# Research Skills Report: Analysis of EXP3 in OTC Market Pricing

## Chapter 4: Case Study – Analysis of EXP3 in OTC Market Pricing (EXP1 Experiment)

### 4.1 Introduction and Background
In over-the-counter (OTC) financial markets, liquidity providers (LPs) face significant challenges due to limited and asymmetric information. LPs typically do not know how many competitors are quoting prices, cannot observe rival quotes, and only receive information about their own trades.

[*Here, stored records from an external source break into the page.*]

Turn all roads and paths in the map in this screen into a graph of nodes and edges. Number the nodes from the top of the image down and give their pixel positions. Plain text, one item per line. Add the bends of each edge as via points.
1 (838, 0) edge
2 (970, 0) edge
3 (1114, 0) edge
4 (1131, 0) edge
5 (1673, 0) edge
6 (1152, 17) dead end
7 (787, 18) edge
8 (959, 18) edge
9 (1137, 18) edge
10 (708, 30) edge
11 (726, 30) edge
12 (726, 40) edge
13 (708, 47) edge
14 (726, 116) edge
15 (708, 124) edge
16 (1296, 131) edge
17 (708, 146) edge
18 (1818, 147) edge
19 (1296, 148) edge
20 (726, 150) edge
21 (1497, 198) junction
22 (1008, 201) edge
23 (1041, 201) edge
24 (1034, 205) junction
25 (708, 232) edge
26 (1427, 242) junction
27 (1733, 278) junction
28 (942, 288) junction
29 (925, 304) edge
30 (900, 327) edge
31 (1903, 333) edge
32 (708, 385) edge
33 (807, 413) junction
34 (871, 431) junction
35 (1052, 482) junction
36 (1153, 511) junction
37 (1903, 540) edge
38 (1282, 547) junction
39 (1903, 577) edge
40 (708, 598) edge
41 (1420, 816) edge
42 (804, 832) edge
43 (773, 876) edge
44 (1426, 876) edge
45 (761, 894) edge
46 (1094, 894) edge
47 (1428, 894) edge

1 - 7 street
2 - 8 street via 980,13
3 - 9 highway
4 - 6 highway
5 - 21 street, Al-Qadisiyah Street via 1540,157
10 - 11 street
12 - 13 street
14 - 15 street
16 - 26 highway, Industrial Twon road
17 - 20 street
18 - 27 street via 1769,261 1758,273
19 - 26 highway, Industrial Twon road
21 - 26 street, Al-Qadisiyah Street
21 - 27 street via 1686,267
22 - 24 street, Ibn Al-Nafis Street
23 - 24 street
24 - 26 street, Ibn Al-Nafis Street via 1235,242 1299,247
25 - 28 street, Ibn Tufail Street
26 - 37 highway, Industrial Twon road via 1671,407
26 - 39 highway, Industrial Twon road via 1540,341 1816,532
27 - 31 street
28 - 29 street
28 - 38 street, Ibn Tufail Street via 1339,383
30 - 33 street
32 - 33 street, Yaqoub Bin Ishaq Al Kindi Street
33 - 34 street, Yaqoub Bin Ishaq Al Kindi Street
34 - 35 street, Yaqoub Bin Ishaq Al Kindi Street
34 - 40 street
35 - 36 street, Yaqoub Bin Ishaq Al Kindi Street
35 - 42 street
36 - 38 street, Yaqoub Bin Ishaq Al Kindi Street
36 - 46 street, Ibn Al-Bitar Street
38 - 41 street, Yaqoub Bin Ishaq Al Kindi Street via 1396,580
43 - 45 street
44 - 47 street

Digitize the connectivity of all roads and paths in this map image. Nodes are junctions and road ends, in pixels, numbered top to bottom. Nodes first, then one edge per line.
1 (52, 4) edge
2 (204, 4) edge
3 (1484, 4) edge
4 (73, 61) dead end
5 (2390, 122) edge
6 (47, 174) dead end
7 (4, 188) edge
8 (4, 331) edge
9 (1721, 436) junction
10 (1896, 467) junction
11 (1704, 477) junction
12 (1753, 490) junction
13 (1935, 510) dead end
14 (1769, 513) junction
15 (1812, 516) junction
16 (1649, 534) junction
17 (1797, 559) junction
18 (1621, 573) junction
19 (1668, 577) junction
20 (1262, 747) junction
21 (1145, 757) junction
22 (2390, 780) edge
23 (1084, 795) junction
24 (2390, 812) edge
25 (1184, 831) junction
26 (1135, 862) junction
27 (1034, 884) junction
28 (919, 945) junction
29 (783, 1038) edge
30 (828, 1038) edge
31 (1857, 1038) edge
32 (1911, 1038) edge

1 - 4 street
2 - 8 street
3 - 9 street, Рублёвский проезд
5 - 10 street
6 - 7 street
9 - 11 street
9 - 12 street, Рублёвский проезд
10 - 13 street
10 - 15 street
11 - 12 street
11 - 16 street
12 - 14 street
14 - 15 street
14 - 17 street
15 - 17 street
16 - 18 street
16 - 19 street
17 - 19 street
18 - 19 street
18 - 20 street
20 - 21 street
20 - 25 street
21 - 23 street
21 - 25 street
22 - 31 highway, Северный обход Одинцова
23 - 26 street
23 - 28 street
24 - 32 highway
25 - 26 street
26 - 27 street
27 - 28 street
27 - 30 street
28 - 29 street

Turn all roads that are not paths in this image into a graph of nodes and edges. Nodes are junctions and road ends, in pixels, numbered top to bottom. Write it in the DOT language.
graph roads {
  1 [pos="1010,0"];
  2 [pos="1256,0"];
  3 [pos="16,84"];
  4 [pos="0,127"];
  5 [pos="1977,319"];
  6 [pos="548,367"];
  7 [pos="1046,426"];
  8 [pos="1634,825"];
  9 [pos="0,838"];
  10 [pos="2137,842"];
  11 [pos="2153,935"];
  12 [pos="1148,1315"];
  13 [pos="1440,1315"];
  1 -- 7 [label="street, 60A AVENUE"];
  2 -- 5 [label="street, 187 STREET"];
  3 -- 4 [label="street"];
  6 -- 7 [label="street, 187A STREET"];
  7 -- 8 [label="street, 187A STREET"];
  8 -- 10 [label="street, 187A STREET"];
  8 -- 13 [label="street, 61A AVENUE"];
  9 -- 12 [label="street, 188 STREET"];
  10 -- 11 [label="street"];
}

As a result, optimizing pricing strategies in such an environment is non-trivial.

The EXP1 experiment, as presented in the study *“AI Driven Liquidity Provision in OTC Financial Markets”*, investigates whether model-free reinforcement learning algorithms—specifically the EXP3 multi-armed bandit algorithm—can successfully guide LPs in setting optimal spreads in such an opaque market.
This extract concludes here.